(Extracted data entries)

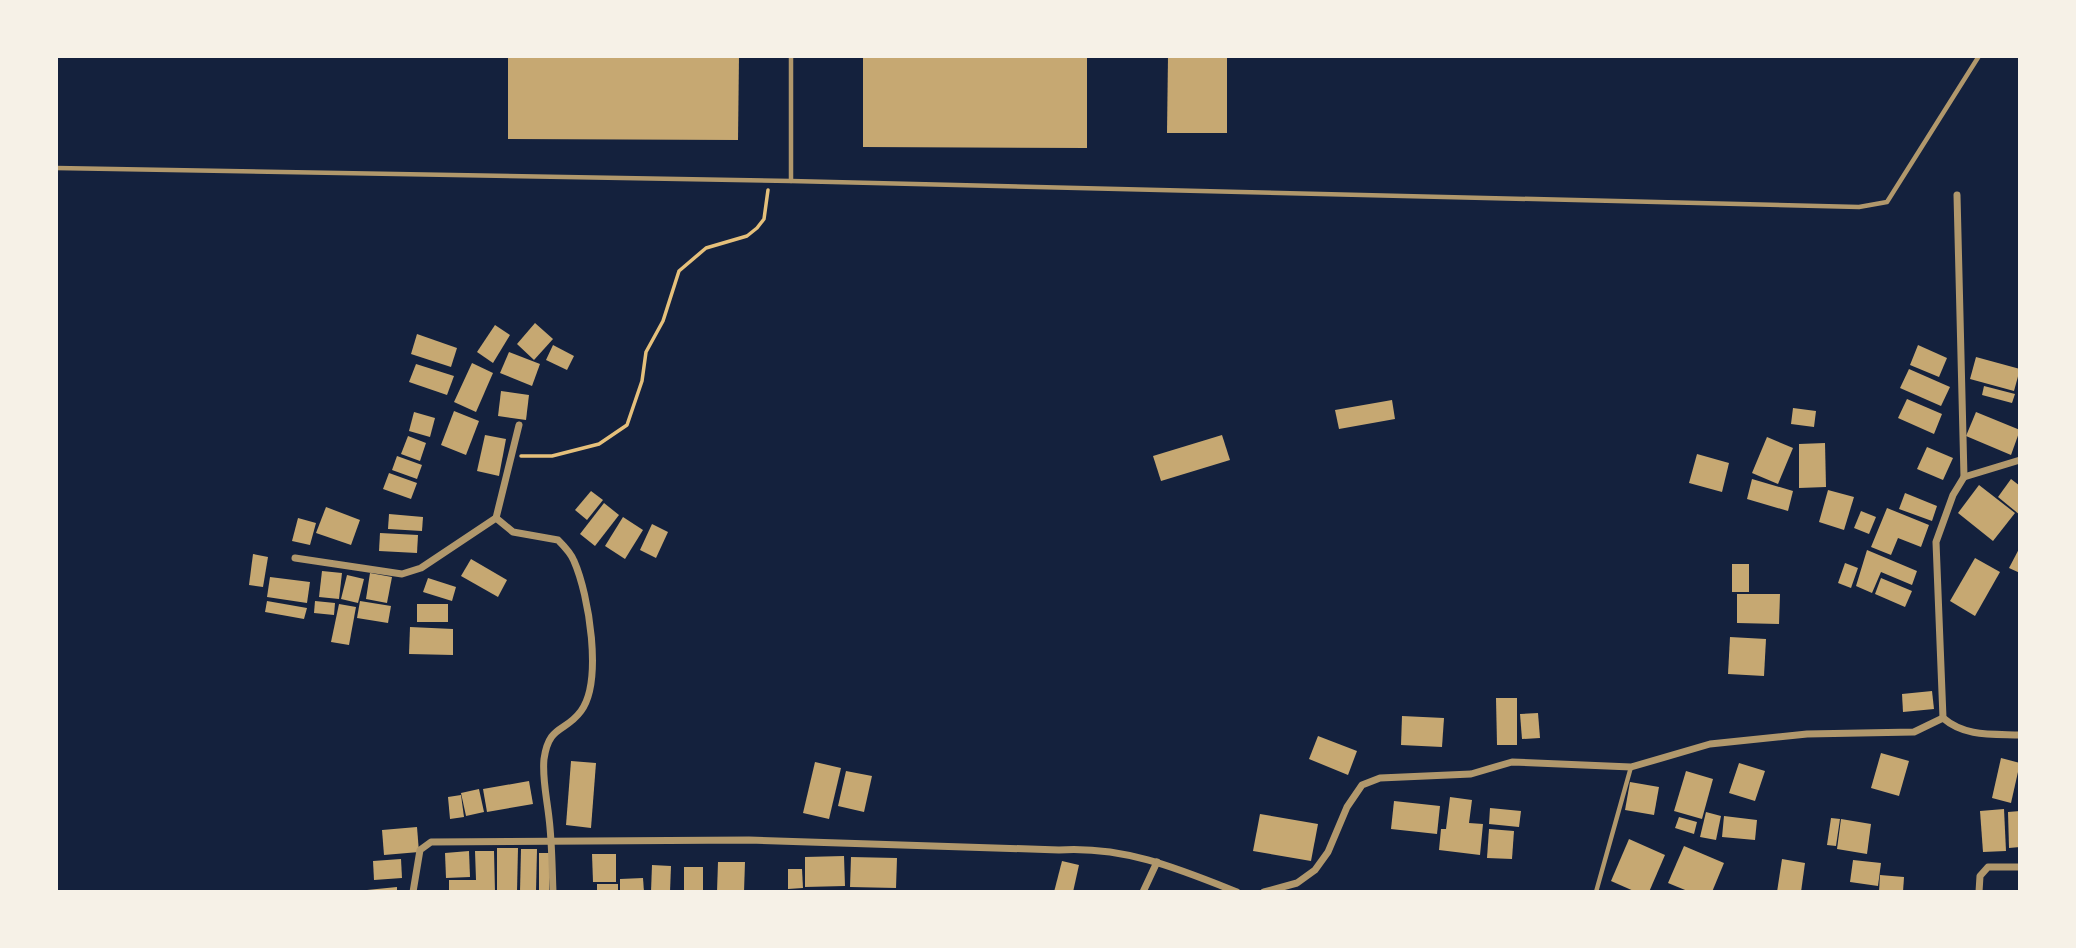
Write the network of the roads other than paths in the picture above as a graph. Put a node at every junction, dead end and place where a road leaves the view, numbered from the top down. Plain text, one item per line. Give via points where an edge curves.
1 (791, 56) edge
2 (1979, 56) edge
3 (56, 168) edge
4 (790, 181) junction
5 (1957, 195) dead end
6 (519, 425) dead end
7 (2020, 460) edge
8 (1964, 477) junction
9 (496, 518) junction
10 (295, 558) dead end
11 (1943, 718) junction
12 (2020, 735) edge
13 (1631, 767) junction
14 (552, 840) junction
15 (1157, 862) junction
16 (2020, 867) edge
17 (412, 892) edge
18 (553, 892) edge
19 (1143, 892) edge
20 (1237, 892) edge
21 (1264, 892) edge
22 (1597, 892) edge
23 (1979, 892) edge

1 - 4 lane
2 - 4 lane via 1887,202 1859,207
3 - 4 lane
5 - 8 street
6 - 9 street
7 - 8 street
8 - 11 street via 1936,542
9 - 10 street via 421,568 402,574
9 - 14 street via 513,532 558,540 574,561 585,599 593,670 590,692 571,722 556,729 544,763
11 - 12 street via 1972,734
11 - 13 street via 1914,732 1807,734 1710,744
13 - 21 street via 1512,762 1471,774 1380,778 1362,785 1315,870 1297,883
13 - 22 lane
14 - 15 street via 1090,848
14 - 17 street via 431,842 420,850
14 - 18 street
15 - 19 street
15 - 20 street
16 - 23 street via 1988,867 1980,876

• Try it: Repeat the data verbatim, excluding all pictures.

• Response:
Write the network of the roads other than paths in the picture above as a graph. Put a node at every junction, dead end and place where a road leaves the view, numbered from the top down. Plain text, one item per line. Give via points where an edge curves.
1 (791, 56) edge
2 (1979, 56) edge
3 (56, 168) edge
4 (790, 181) junction
5 (1957, 195) dead end
6 (519, 425) dead end
7 (2020, 460) edge
8 (1964, 477) junction
9 (496, 518) junction
10 (295, 558) dead end
11 (1943, 718) junction
12 (2020, 735) edge
13 (1631, 767) junction
14 (552, 840) junction
15 (1157, 862) junction
16 (2020, 867) edge
17 (412, 892) edge
18 (553, 892) edge
19 (1143, 892) edge
20 (1237, 892) edge
21 (1264, 892) edge
22 (1597, 892) edge
23 (1979, 892) edge

1 - 4 lane
2 - 4 lane via 1887,202 1859,207
3 - 4 lane
5 - 8 street
6 - 9 street
7 - 8 street
8 - 11 street via 1936,542
9 - 10 street via 421,568 402,574
9 - 14 street via 513,532 558,540 574,561 585,599 593,670 590,692 571,722 556,729 544,763
11 - 12 street via 1972,734
11 - 13 street via 1914,732 1807,734 1710,744
13 - 21 street via 1512,762 1471,774 1380,778 1362,785 1315,870 1297,883
13 - 22 lane
14 - 15 street via 1090,848
14 - 17 street via 431,842 420,850
14 - 18 street
15 - 19 street
15 - 20 street
16 - 23 street via 1988,867 1980,876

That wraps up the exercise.